-------- Source records --------

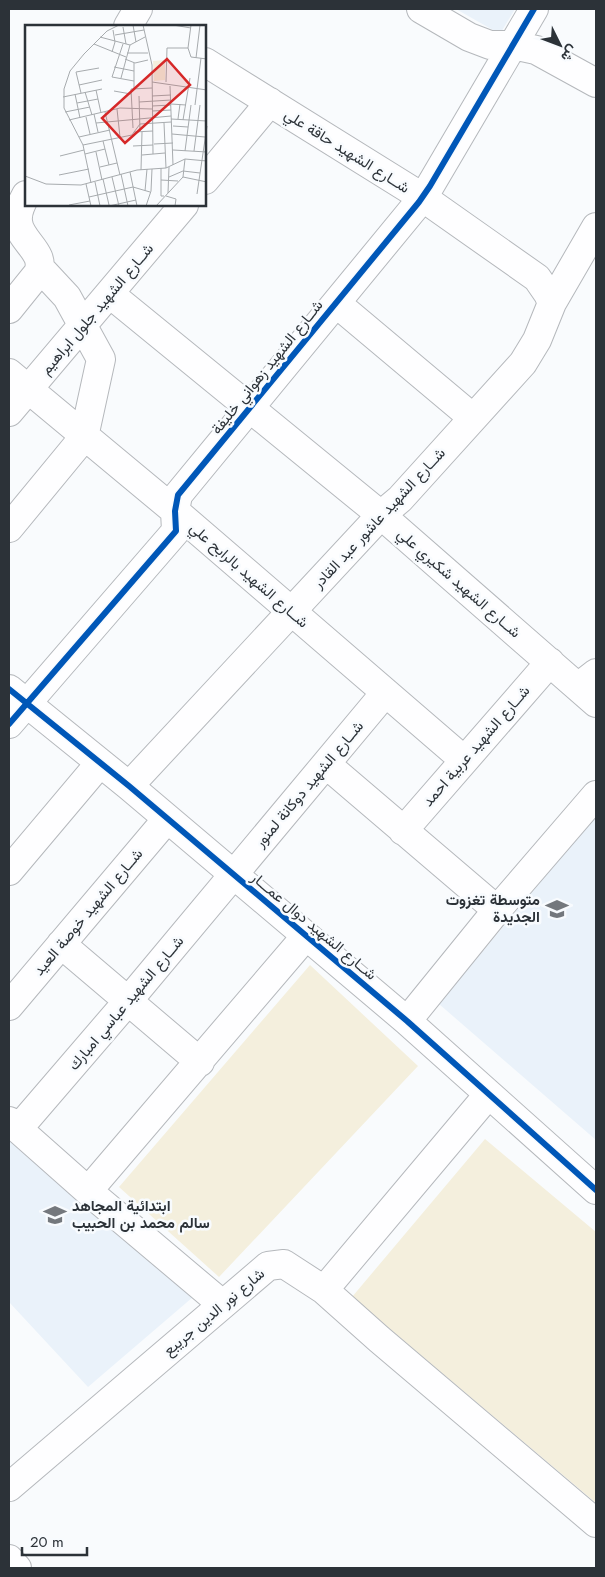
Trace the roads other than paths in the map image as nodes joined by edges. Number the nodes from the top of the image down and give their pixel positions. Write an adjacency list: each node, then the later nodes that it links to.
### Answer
1 (421, 9): 3 (street)
2 (534, 9): 3 (street, شــارع الشهيد زهواني خليفة)
3 (513, 45): 5 (street); 8 (street, شــارع الشهيد زهواني خليفة)
4 (206, 63): 6 (street, شــارع الشهيد حاقة علي)
5 (596, 83)
6 (270, 102): 7 (street); 8 (street, شــارع الشهيد حاقة علي)
7 (206, 179)
8 (422, 198): 14 (street, شــارع الشهيد زهواني خليفة); 15 (street, شــارع الشهيد حاقة علي)
9 (24, 200): 12 (street)
10 (183, 206): 13 (street, شــارع الشهيد جلول ابراهيم)
11 (596, 227): 15 (street, شــارع الشهيد عاشور عبد القادر)
12 (40, 268): 16 (street); 17 (street)
13 (110, 294): 17 (street, شــارع الشهيد جلول ابراهيم); 19 (street, شــارع الشهيد شكيري علي)
14 (336, 303): 19 (street, شــارع الشهيد زهواني خليفة); 21 (street)
15 (552, 303): 21 (street, شــارع الشهيد عاشور عبد القادر)
16 (9, 309)
17 (82, 326): 18 (street, شــارع الشهيد جلول ابراهيم); 22 (street)
18 (19, 381): 20 (street, شــارع الشهيد جلول ابراهيم); 22 (street, شــارع الشهيد بالرابح علي)
19 (249, 408): 23 (street, شــارع الشهيد زهواني خليفة); 24 (street, شــارع الشهيد شكيري علي)
20 (9, 412)
21 (473, 418): 24 (street, شــارع الشهيد عاشور عبد القادر)
22 (84, 437): 23 (street, شــارع الشهيد بالرابح علي); 25 (street)
23 (175, 511): 26 (street, شــارع الشهيد بالرابح علي); 30 (street, شــارع الشهيد زهواني خليفة)
24 (381, 516): 26 (street, شــارع الشهيد عاشور عبد القادر); 27 (street, شــارع الشهيد شكيري علي)
25 (9, 528)
26 (291, 612): 29 (street, شــارع الشهيد بالرابح علي); 35 (street, شــارع الشهيد عاشور عبد القادر)
27 (550, 662): 28 (street, شــارع الشهيد شكيري علي); 32 (street, شــارع الشهيد عربية احمد)
28 (590, 688)
29 (385, 693): 32 (street, شــارع الشهيد بالرابح علي); 34 (street, شــارع الشهيد دوكانة لمنور)
30 (18, 696): 31 (street, شــارع الشهيد زهواني خليفة); 33 (street, شــارع الشهيد دوال عمـــار)
31 (9, 724)
32 (464, 760): 38 (street, شــارع الشهيد عربية احمد)
33 (100, 763): 35 (street, شــارع الشهيد دوال عمـــار); 39 (street)
34 (326, 764): 38 (street); 40 (street, شــارع الشهيد دوكانة لمنور)
35 (129, 786): 37 (street, شــارع الشهيد دوال عمـــار)
36 (596, 795): 41 (street)
37 (167, 819): 40 (street, شــارع الشهيد دوال عمـــار); 43 (street, شــارع الشهيد خوصة العيد)
38 (403, 831): 41 (street)
39 (9, 871)
40 (234, 875): 42 (street, شــارع الشهيد دوال عمـــار); 44 (street, شــارع الشهيد عباسي امبارك)
41 (497, 910): 46 (street)
42 (306, 936): 46 (street, شــارع الشهيد دوال عمـــار); 47 (street)
43 (61, 944): 44 (street); 45 (street, شــارع الشهيد خوصة العيد)
44 (128, 1001): 47 (street); 49 (street, شــارع الشهيد عباسي امبارك)
45 (9, 1006)
46 (407, 1021): 48 (street, شــارع الشهيد دوال عمـــار)
47 (200, 1062): 51 (street)
48 (488, 1095): 50 (street, شــارع الشهيد دوال عمـــار); 52 (street)
49 (14, 1125): 51 (street)
50 (596, 1190)
51 (88, 1191): 53 (street)
52 (324, 1290): 53 (street, شارع نور الدين جريبع); 55 (street, شارع نور الدين جريبع)
53 (222, 1304): 54 (street, شارع نور الدين جريبع)
54 (9, 1487)
55 (596, 1523)
56 (9, 1558): 57 (street)
57 (17, 1568)

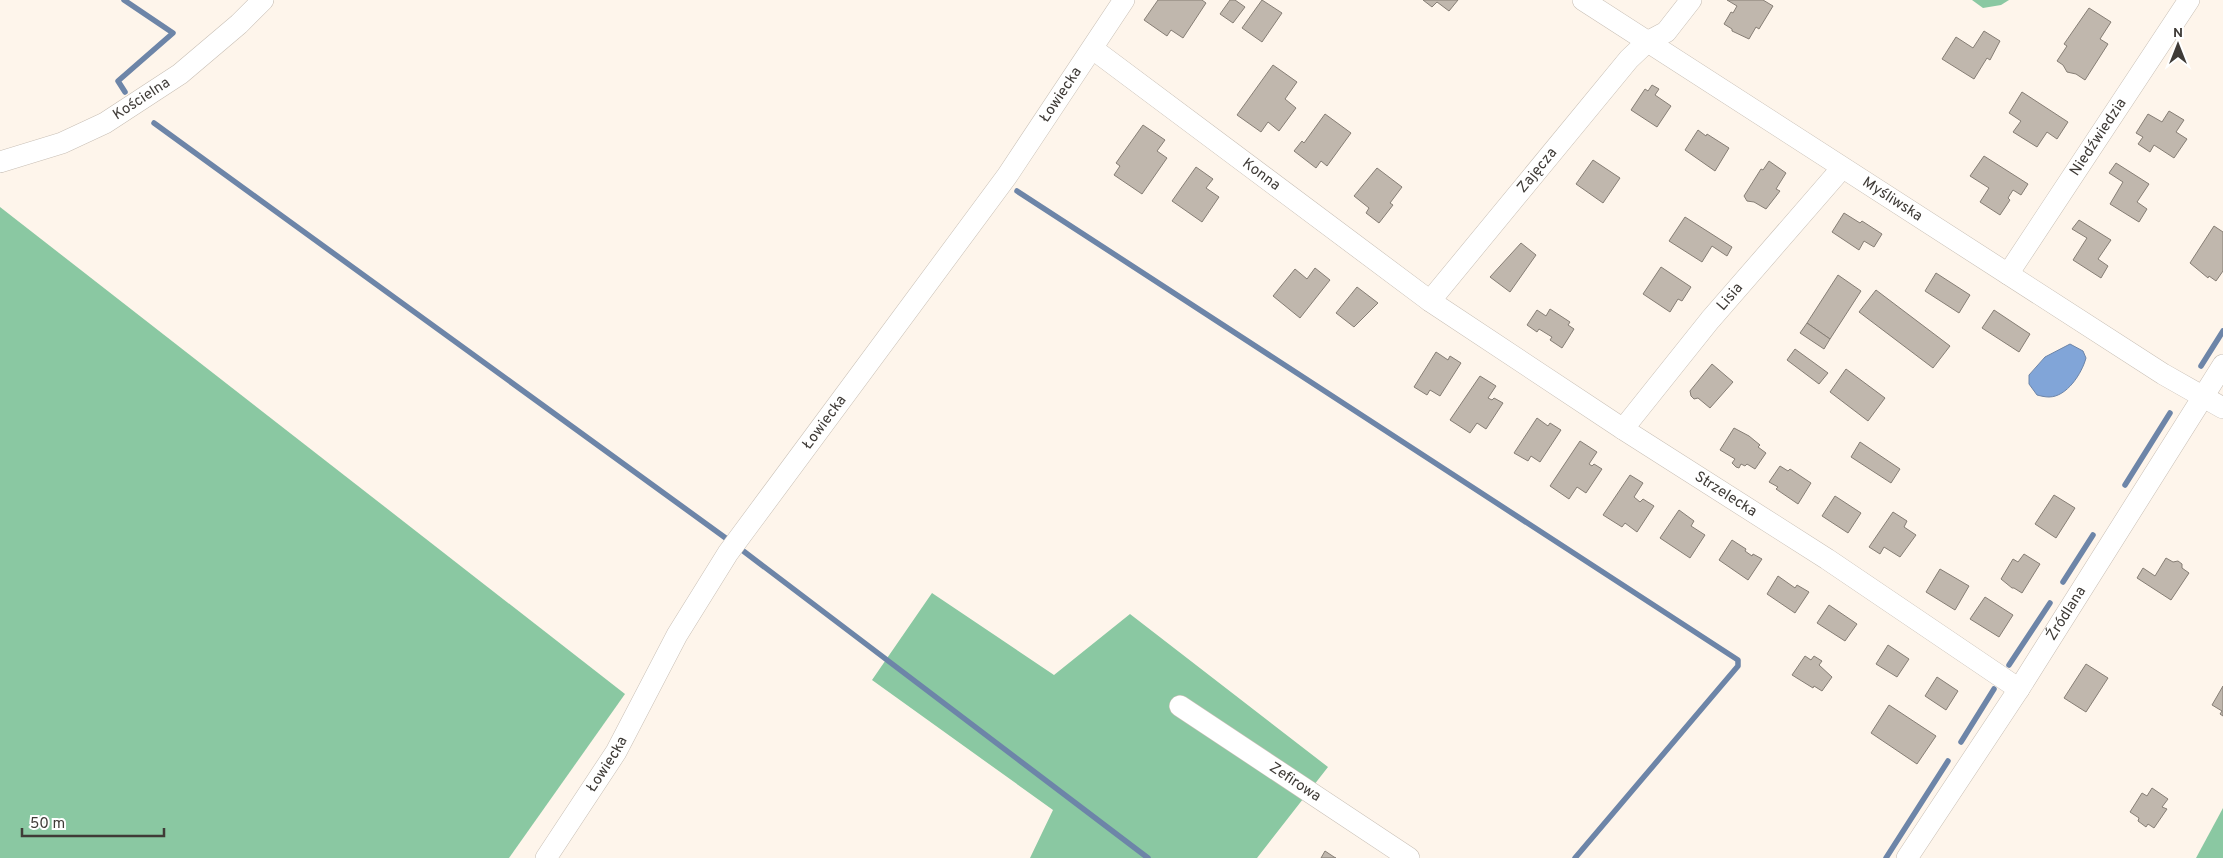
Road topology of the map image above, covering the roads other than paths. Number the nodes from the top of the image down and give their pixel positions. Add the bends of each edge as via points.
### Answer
1 (263, 0) edge
2 (1124, 0) edge
3 (1583, 0) edge
4 (1691, 0) edge
5 (2189, 0) edge
6 (1647, 42) junction
7 (1093, 49) junction
8 (0, 162) edge
9 (1842, 168) junction
10 (2008, 274) junction
11 (1430, 301) junction
12 (2223, 365) edge
13 (2203, 397) junction
14 (2223, 408) edge
15 (1623, 429) junction
16 (2019, 689) junction
17 (1180, 706) dead end
18 (546, 858) edge
19 (1409, 858) edge
20 (1907, 858) edge

1 - 8 street, Kościelna via 180,74 105,123 62,143
2 - 7 street, Łowiecka
3 - 6 street, Myśliwska
4 - 6 street, Zajęcza via 1666,32
5 - 10 street, Niedźwiedzia
6 - 9 street, Myśliwska
6 - 11 street, Zajęcza via 1587,108
7 - 11 street, Konna
7 - 18 street, Łowiecka via 1006,176 728,553 677,635 616,752
9 - 10 street, Myśliwska
9 - 15 street, Lisia via 1710,320
10 - 13 street, Myśliwska
11 - 15 street, Strzelecka
12 - 13 street, Źródlana
13 - 14 street, Myśliwska
13 - 16 street, Źródlana
15 - 16 street, Strzelecka via 1827,559
16 - 20 street, Źródlana
17 - 19 street, Zefirowa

--------

### Instructions for the task
Text only, pictures out: give every record again as written.

### Task result
Trace the roads other than paths in the map image as nodes joined by edges. Number the nodes from the top of the image down and give their pixel positions. Write an adjacency list: each node, then the later nodes that it links to.
### Answer
1 (421, 9): 3 (street)
2 (534, 9): 3 (street, شــارع الشهيد زهواني خليفة)
3 (513, 45): 5 (street); 8 (street, شــارع الشهيد زهواني خليفة)
4 (206, 63): 6 (street, شــارع الشهيد حاقة علي)
5 (596, 83)
6 (270, 102): 7 (street); 8 (street, شــارع الشهيد حاقة علي)
7 (206, 179)
8 (422, 198): 14 (street, شــارع الشهيد زهواني خليفة); 15 (street, شــارع الشهيد حاقة علي)
9 (24, 200): 12 (street)
10 (183, 206): 13 (street, شــارع الشهيد جلول ابراهيم)
11 (596, 227): 15 (street, شــارع الشهيد عاشور عبد القادر)
12 (40, 268): 16 (street); 17 (street)
13 (110, 294): 17 (street, شــارع الشهيد جلول ابراهيم); 19 (street, شــارع الشهيد شكيري علي)
14 (336, 303): 19 (street, شــارع الشهيد زهواني خليفة); 21 (street)
15 (552, 303): 21 (street, شــارع الشهيد عاشور عبد القادر)
16 (9, 309)
17 (82, 326): 18 (street, شــارع الشهيد جلول ابراهيم); 22 (street)
18 (19, 381): 20 (street, شــارع الشهيد جلول ابراهيم); 22 (street, شــارع الشهيد بالرابح علي)
19 (249, 408): 23 (street, شــارع الشهيد زهواني خليفة); 24 (street, شــارع الشهيد شكيري علي)
20 (9, 412)
21 (473, 418): 24 (street, شــارع الشهيد عاشور عبد القادر)
22 (84, 437): 23 (street, شــارع الشهيد بالرابح علي); 25 (street)
23 (175, 511): 26 (street, شــارع الشهيد بالرابح علي); 30 (street, شــارع الشهيد زهواني خليفة)
24 (381, 516): 26 (street, شــارع الشهيد عاشور عبد القادر); 27 (street, شــارع الشهيد شكيري علي)
25 (9, 528)
26 (291, 612): 29 (street, شــارع الشهيد بالرابح علي); 35 (street, شــارع الشهيد عاشور عبد القادر)
27 (550, 662): 28 (street, شــارع الشهيد شكيري علي); 32 (street, شــارع الشهيد عربية احمد)
28 (590, 688)
29 (385, 693): 32 (street, شــارع الشهيد بالرابح علي); 34 (street, شــارع الشهيد دوكانة لمنور)
30 (18, 696): 31 (street, شــارع الشهيد زهواني خليفة); 33 (street, شــارع الشهيد دوال عمـــار)
31 (9, 724)
32 (464, 760): 38 (street, شــارع الشهيد عربية احمد)
33 (100, 763): 35 (street, شــارع الشهيد دوال عمـــار); 39 (street)
34 (326, 764): 38 (street); 40 (street, شــارع الشهيد دوكانة لمنور)
35 (129, 786): 37 (street, شــارع الشهيد دوال عمـــار)
36 (596, 795): 41 (street)
37 (167, 819): 40 (street, شــارع الشهيد دوال عمـــار); 43 (street, شــارع الشهيد خوصة العيد)
38 (403, 831): 41 (street)
39 (9, 871)
40 (234, 875): 42 (street, شــارع الشهيد دوال عمـــار); 44 (street, شــارع الشهيد عباسي امبارك)
41 (497, 910): 46 (street)
42 (306, 936): 46 (street, شــارع الشهيد دوال عمـــار); 47 (street)
43 (61, 944): 44 (street); 45 (street, شــارع الشهيد خوصة العيد)
44 (128, 1001): 47 (street); 49 (street, شــارع الشهيد عباسي امبارك)
45 (9, 1006)
46 (407, 1021): 48 (street, شــارع الشهيد دوال عمـــار)
47 (200, 1062): 51 (street)
48 (488, 1095): 50 (street, شــارع الشهيد دوال عمـــار); 52 (street)
49 (14, 1125): 51 (street)
50 (596, 1190)
51 (88, 1191): 53 (street)
52 (324, 1290): 53 (street, شارع نور الدين جريبع); 55 (street, شارع نور الدين جريبع)
53 (222, 1304): 54 (street, شارع نور الدين جريبع)
54 (9, 1487)
55 (596, 1523)
56 (9, 1558): 57 (street)
57 (17, 1568)

Road topology of the map image above, covering the roads other than paths. Number the nodes from the top of the image down and give their pixel positions. Add the bends of each edge as via points.
### Answer
1 (263, 0) edge
2 (1124, 0) edge
3 (1583, 0) edge
4 (1691, 0) edge
5 (2189, 0) edge
6 (1647, 42) junction
7 (1093, 49) junction
8 (0, 162) edge
9 (1842, 168) junction
10 (2008, 274) junction
11 (1430, 301) junction
12 (2223, 365) edge
13 (2203, 397) junction
14 (2223, 408) edge
15 (1623, 429) junction
16 (2019, 689) junction
17 (1180, 706) dead end
18 (546, 858) edge
19 (1409, 858) edge
20 (1907, 858) edge

1 - 8 street, Kościelna via 180,74 105,123 62,143
2 - 7 street, Łowiecka
3 - 6 street, Myśliwska
4 - 6 street, Zajęcza via 1666,32
5 - 10 street, Niedźwiedzia
6 - 9 street, Myśliwska
6 - 11 street, Zajęcza via 1587,108
7 - 11 street, Konna
7 - 18 street, Łowiecka via 1006,176 728,553 677,635 616,752
9 - 10 street, Myśliwska
9 - 15 street, Lisia via 1710,320
10 - 13 street, Myśliwska
11 - 15 street, Strzelecka
12 - 13 street, Źródlana
13 - 14 street, Myśliwska
13 - 16 street, Źródlana
15 - 16 street, Strzelecka via 1827,559
16 - 20 street, Źródlana
17 - 19 street, Zefirowa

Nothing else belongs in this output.